Charles Goldfarb’s idea of using grammars to represent documents has proven itself useful in many situations, and the DTD legacy lives on in ISO RELAX NG and W3C XSD. However, there are many structures that regular grammars, as conventionally implemented, cannot cope with. And it is possible to get a certain cart-before-the-horse mentality about grammars, where any structure that cannot be represented by a grammar is regarded as bad ipso facto.

However, we need to be striving towards systems that free us so that what is congenial to the mind is easy to do on the computer.

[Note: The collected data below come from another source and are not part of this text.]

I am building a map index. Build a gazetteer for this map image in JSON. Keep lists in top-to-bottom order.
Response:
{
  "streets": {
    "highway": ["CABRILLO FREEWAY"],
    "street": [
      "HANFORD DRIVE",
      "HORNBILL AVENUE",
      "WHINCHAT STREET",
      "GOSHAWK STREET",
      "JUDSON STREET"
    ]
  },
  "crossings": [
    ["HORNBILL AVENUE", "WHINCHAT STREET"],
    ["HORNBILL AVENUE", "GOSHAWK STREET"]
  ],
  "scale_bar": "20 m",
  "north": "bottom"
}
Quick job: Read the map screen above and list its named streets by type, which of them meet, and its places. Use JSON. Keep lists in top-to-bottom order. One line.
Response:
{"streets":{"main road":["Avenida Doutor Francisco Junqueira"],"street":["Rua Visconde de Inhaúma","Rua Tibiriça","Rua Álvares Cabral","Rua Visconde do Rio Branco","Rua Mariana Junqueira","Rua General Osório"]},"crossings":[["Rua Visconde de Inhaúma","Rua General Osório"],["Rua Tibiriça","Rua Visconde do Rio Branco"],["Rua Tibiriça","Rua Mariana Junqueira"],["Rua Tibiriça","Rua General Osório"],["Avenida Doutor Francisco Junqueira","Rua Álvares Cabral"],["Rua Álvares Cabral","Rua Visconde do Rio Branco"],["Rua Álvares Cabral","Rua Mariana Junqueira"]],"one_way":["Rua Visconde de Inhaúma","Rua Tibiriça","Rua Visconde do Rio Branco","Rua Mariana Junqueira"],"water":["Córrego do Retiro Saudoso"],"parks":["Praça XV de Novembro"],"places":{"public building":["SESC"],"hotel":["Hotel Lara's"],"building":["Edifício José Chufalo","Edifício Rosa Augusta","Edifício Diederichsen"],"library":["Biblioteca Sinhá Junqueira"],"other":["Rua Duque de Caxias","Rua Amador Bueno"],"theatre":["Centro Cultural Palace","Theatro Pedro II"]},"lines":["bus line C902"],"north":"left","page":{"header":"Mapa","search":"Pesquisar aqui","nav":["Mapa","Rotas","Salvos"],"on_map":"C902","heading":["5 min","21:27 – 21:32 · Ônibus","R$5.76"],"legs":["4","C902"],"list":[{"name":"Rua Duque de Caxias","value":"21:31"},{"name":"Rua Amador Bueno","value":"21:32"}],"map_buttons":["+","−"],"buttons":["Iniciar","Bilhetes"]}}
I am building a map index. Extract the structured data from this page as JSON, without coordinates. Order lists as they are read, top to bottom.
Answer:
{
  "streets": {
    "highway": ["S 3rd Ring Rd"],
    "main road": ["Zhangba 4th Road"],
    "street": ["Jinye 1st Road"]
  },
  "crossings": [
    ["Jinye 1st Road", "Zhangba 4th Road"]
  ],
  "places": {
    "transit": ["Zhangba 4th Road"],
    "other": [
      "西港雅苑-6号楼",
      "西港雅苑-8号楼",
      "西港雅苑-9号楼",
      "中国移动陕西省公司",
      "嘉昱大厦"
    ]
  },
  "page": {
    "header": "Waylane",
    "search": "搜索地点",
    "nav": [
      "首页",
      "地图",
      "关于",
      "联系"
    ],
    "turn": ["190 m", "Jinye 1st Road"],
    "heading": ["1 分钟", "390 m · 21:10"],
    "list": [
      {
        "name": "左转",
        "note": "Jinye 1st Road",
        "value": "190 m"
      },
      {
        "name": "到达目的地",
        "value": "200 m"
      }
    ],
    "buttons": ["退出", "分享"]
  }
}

I was looking at Ant files recently and they provide another good example. Ant files are configuration files for a modern make system, open source through Apache and most associated with Java development. Ant files are mostly a defined set of elements and attributes which you could have a grammar-based schema for quite easily.

But you can extend the elements inline in the document itself. For example, I am working on (updating Christopher Lauret and Willy Ekasalim’s) Ant task for Schematron, to be available as an Ant extension. In Ant, you just need this:

 <target name="test-fileset" description="Test with a Fileset">
    <taskdef name="schematron" classname="com.schematron.ant.SchematronTask"
        classpath="../lib/ant-schematron.jar"/>
  	<schematron schema="../schemas/test.sch" failonerror="true" debugmode="false">
  	  <fileset dir="../xml" includes="*.xml"/>
  	</schematron>
  </target>

Where the taskdef element defines that there is a task called schematron, and this can then be used as an element later.

In Schematron you could validate this by the following:

      <sch:pattern>
          <sch:title>Check allowed elements</sch:title>

          <sch:rule context="target/*[name() =  ancestor::*/taskdef/@name]">
                  <sch:assert  test="true()">
                  The target element may contain user-defined tasks.
                </sch:assert>
          </sch:rule>

          <sch:rule context="target/*" >
             <sch:assert test="self::bunzip2  or self::bzip2 or self::depend or self::javac or ..."
                diagnostics="unknown-name" >
             The target element should only have built-in Ant tasks apart user-defined tasks.
             </sch:assert>
          </sch:rule>

     </sch:pattern>
...

    <sch:diagnostic id="unknown-name" >
               The element <sch:name/> is not one of the built-in types in Ant (at least, as at Ant 1.7.0).
    </sch:diagnostic

Unless I have made a mistake with the XPath what this does is

  • The first rule finds every element that is a child of target for which there is an in-scope taskdef element for that name. In-scope means that any taskdef underneath any ancestor. The assertions in this rule can never fail, and they just filter out properly defined extension elements so that they do not fire the second rule.
  • The second rule, which applies to any other element under target, checks against the full list of the built-in Ant tasks.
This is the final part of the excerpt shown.